Many biosimilar (and biobetter) manufacturers will be using single-use disposable bioprocessing equipment as much as possible. Some products may even be fully manufactured in single-use equipment. Current single use equipment involves use of plastics in place of stainless steel, e.g., plastic vs. steel containers and plastic liners inserted into bioreactors. Use of disposable equipment allows increased flexibility, requires much less infrastructure and results in considerable cost savings vs. the alternative of building a dedicated facility with fixed but reusable stainless steel equipment. Currently, single-use (plastic-based) equipment thoroughly dominates precommercial biopharmaceutical manufacture. Products for preclinical and clinical studies are generally made in single-use bioreactors and increasingly also downstream purification equipment. However, essentially all current marketed biopharmaceutical (commercial-scale cGMP) manufacture involves use of fixed bioreactors and other stainless steel equipment.

Conclusions

The advent of biosimilars (and biobetters), particularly their introduction into the U.S. market, the market with by far the largest market potential for these products, will rapidly increase the number of biopharmaceutical developers and manufacturers. And while it will take time for this market to fully develop, CMOs can expect significant growth in the number of products they commercially manufacture.

References:

1) 9th Annual Report and Survey of Biopharmaceutical Manufacturing, BioPlan Associates, Inc, April 2012, www.bioplanassociates.com

2) Rader, R.A., “Biosimilars, Biobetters and Biogenerics” Web site, www.biosimilars.com.
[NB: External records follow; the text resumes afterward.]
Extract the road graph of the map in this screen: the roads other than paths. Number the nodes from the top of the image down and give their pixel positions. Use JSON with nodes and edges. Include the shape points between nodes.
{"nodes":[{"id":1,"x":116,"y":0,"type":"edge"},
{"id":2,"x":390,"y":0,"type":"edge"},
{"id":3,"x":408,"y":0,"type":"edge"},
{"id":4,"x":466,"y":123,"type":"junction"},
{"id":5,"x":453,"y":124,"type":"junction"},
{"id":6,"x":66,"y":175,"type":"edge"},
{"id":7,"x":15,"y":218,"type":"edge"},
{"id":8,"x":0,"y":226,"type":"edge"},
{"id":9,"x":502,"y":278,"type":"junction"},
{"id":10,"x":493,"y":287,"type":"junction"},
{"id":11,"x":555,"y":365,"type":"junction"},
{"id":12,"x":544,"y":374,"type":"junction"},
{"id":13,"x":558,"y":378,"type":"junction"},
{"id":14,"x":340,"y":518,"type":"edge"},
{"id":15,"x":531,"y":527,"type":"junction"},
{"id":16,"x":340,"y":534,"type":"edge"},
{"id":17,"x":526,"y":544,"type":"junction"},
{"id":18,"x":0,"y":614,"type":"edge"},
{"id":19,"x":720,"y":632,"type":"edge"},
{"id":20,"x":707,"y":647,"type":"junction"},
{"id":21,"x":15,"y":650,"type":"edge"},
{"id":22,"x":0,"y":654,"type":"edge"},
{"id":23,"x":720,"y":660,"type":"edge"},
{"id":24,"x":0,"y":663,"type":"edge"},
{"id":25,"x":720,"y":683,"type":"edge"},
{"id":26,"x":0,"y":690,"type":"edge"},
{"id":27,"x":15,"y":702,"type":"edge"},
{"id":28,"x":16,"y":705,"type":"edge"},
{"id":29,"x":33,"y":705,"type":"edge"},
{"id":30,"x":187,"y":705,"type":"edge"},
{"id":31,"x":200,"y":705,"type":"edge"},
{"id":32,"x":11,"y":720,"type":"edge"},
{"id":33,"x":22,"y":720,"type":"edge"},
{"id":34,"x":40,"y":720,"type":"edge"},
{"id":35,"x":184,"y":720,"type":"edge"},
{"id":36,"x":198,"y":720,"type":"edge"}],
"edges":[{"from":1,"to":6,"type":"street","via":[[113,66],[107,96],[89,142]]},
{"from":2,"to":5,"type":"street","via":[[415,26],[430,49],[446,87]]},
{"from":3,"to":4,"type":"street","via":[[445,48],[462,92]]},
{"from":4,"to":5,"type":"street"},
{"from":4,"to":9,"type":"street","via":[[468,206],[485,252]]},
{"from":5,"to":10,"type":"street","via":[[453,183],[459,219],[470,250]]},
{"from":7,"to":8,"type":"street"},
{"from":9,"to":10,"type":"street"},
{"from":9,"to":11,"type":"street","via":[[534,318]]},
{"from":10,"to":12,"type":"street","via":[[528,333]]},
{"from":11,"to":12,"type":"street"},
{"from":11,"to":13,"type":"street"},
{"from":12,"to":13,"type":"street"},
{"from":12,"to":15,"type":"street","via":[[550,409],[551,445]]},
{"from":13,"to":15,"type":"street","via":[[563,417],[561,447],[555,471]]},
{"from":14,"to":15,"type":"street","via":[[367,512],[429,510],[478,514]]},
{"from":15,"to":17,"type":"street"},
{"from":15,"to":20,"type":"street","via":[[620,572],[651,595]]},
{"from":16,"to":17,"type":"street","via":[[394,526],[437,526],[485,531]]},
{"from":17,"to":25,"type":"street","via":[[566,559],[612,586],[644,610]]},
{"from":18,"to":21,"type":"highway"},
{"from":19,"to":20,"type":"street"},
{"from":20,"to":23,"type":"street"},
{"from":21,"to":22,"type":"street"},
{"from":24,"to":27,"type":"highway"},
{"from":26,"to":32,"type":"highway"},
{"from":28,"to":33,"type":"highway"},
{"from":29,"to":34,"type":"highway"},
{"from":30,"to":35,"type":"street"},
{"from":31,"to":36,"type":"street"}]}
3) Top 1000 Global Biopharmaceutical Facilities Index, BioPlan Associates, Web site at www.top1000bio.com.

About the Author:

Eric S. Langer is president and managing partner at BioPlan Associates, Inc., a biotechnology and life sciences marketing research and publishing firm established in Rockville, MD in 1989. He is editor of numerous studies, including “Biopharmaceutical Technology in China,” “Advances in Large-scale Biopharmaceutical Manufacturing”, and many other industry reports. elanger@bioplanassociates.com 301-921-5979. www.bioplanassociates.com

Survey Methodology: The 2012 Ninth Annual Report and Survey of Biopharmaceutical Manufacturing Capacity and Production in the series of annual evaluations by BioPlan Associates, Inc. yields a composite view and trend analysis from 325 responsible individuals at biopharmaceutical manufacturers and contract manufacturing organizations (CMOs) in 30 countries. The methodology also included over 150 direct suppliers of materials, services and equipment to this industry. This year’s survey covers such issues as: new product needs, facility budget changes, current capacity, future capacity constraints, expansions, use of disposables, trends and budgets in disposables, trends in downstream purification, quality management and control, hiring issues, and employment. The quantitative trend analysis provides details and comparisons of production by biotherapeutic developers and CMOs. It also evaluates trends over time, and assesses differences in the world’s major markets in the U.S. and Europe.